Investiga o processo histórico de erosão da autoridade real, mostrando que revoluções, constituições e parlamentos, longe de libertarem os povos, os inseriram sob o domínio de uma tecnocracia crescente. Mostra que a "representação" moderna é desvinculada da realidade, operando sob o signo da abstração jurídica e da estatística populacional.

Artigo III — O Rei Morto, o Sistema Vivo: Tecnocracia e a Transição ao Comando Invisível
Descreve como a derrocada do poder real deu lugar a um regime de governança impessoal, operado por redes administrativas, financeiras e tecnológicas. Aqui, Carroll Quigley é mobilizado para demonstrar que essa transição foi planejada pelas elites bancárias e intelectuais anglo-americanas, não como caos, mas como passo necessário para a governança global.

Capítulo II — A Imigração como Vórtice: Estratégia de Dissolução Civilizacional

Artigo I — Fronteiras como Limites do Ser: A Nação como Corpo Político e seu Cerco
Analisa a nação como extensão simbólica do corpo humano: fronteiras, identidade, linguagem, memória. Examina a relação entre território e espírito coletivo. Propõe que a imigração irrestrita não é falha de gestão, mas ferramenta de ataque ao princípio da unidade orgânica.

Artigo II — Caos como Método: Multiculturalismo, Desintegração e Domínio
Desvela a lógica do multiculturalismo promovido pelas elites globalistas. Longe de afirmar a diversidade real, ele funciona como arma de fragmentação, dissolvendo os laços internos da cultura majoritária. A imigração em massa aparece como vetor de desintegração das identidades tradicionais e como pretexto para instaurar estados de exceção e vigilância.

Artigo III — O Cidadão Global e o Fim da Pátria: Universalismo como Cativeiro
Argumenta que o projeto de um “cidadão global” não é humanista, mas anti-humano. Ele anula o pertencimento, esvazia a história, apaga as lealdades concretas e entrega o sujeito a um poder planetário anônimo. A imigração descontrolada cumpre aqui sua função: tornar impossível qualquer enraizamento político real, preparando o homem para aceitar a máquina como novo soberano.

Capítulo III — O Discurso da Dívida Histórica: Culpa, Ressentimento e Engenharia de Sujeição

Artigo I — O Ressentimento como Vontade de Poder: Psicopolítica da Reparação
Aprofunda a análise do ressentimento como estrutura psíquica coletiva.
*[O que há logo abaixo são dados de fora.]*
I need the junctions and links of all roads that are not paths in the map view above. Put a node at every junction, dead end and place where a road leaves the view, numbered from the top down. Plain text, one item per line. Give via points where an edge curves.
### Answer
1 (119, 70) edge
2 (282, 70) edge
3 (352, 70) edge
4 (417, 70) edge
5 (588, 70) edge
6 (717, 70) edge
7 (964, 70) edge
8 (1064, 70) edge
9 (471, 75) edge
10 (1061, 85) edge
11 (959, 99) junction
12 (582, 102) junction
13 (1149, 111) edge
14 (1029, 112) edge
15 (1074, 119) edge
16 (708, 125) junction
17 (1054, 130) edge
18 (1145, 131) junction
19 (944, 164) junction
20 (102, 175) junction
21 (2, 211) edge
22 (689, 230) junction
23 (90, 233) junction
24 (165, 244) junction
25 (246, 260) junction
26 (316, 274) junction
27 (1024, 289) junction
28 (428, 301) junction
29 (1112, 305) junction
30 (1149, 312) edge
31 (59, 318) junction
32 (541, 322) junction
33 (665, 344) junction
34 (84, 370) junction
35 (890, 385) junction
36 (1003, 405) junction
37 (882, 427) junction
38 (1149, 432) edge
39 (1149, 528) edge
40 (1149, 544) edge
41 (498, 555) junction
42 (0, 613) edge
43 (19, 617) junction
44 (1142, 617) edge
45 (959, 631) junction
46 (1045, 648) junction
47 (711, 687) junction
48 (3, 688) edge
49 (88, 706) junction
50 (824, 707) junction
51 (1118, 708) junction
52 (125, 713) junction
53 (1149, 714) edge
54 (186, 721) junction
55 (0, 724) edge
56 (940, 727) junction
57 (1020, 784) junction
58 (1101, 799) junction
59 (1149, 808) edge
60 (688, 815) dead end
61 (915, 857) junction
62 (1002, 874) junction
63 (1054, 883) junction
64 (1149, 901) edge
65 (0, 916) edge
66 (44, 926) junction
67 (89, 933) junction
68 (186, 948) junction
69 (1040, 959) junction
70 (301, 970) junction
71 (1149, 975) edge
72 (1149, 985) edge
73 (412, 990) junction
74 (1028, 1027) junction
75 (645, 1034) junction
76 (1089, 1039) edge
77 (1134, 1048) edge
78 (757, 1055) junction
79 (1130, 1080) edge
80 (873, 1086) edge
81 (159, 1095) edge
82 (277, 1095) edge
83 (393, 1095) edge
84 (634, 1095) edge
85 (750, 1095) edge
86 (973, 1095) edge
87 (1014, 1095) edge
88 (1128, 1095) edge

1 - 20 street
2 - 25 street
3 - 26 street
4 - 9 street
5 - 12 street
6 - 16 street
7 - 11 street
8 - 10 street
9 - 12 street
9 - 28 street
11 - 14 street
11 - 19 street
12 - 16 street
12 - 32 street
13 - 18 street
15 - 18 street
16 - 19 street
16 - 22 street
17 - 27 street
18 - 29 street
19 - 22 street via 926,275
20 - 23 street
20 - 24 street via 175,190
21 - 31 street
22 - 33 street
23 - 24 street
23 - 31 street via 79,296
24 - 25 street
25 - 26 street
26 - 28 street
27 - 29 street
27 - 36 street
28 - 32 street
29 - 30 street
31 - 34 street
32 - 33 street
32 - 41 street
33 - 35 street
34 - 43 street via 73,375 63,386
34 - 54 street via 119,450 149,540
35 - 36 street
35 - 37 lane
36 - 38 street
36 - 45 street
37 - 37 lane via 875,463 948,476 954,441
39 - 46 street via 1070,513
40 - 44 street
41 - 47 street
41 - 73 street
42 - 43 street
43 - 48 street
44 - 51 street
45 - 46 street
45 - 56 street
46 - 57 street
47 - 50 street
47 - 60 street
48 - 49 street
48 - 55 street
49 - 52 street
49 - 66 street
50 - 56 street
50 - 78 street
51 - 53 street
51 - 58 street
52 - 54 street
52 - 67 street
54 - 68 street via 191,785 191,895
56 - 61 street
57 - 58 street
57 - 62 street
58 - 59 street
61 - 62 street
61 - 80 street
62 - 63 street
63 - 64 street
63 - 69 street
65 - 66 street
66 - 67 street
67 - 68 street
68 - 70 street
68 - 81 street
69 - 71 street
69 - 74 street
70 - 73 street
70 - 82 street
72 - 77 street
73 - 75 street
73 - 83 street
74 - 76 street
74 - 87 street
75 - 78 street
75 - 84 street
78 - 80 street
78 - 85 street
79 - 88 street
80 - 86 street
Mostra como o discurso da dívida histórica se alimenta da inveja, do recalque e da negação da responsabilidade individual. Apresenta a figura do intelectual militante como sacerdote moderno de uma teologia da culpa.

Artigo II — Inversão Moral e Manipulação Simbólica: A Vítima como Nova Autoridade
Investiga a inversão dos papéis morais: o culpado voluntário se submete, o beneficiário inconsciente se isenta, e o oportunista ganha espaço. Aqui, a autoridade não se baseia mais na verdade, mas na dor. A vítima — ou quem a representa — torna-se critério último de legitimidade. A análise mostra como esse jogo enfraquece as bases racionais e jurídicas do Ocidente.

Artigo III — Culpa como Instrumento de Governo: Engenharia Emocional e Reconfiguração do Poder
Conclui com uma reflexão sobre a manipulação da culpa coletiva como método de governo. A dívida histórica é explorada como mecanismo de reconfiguração social, onde o Estado passa de servidor do bem comum a gestor de ressentimentos. A engenharia emocional torna-se, então, o novo campo de batalha da política.


Capítulo I — O Eclipse do Poder Real: Da Autoridade Encarnada à Máquina Administrativa

Artigo I — A Coroa como Forma Teológica: O Rei entre o Céu e a Ordem.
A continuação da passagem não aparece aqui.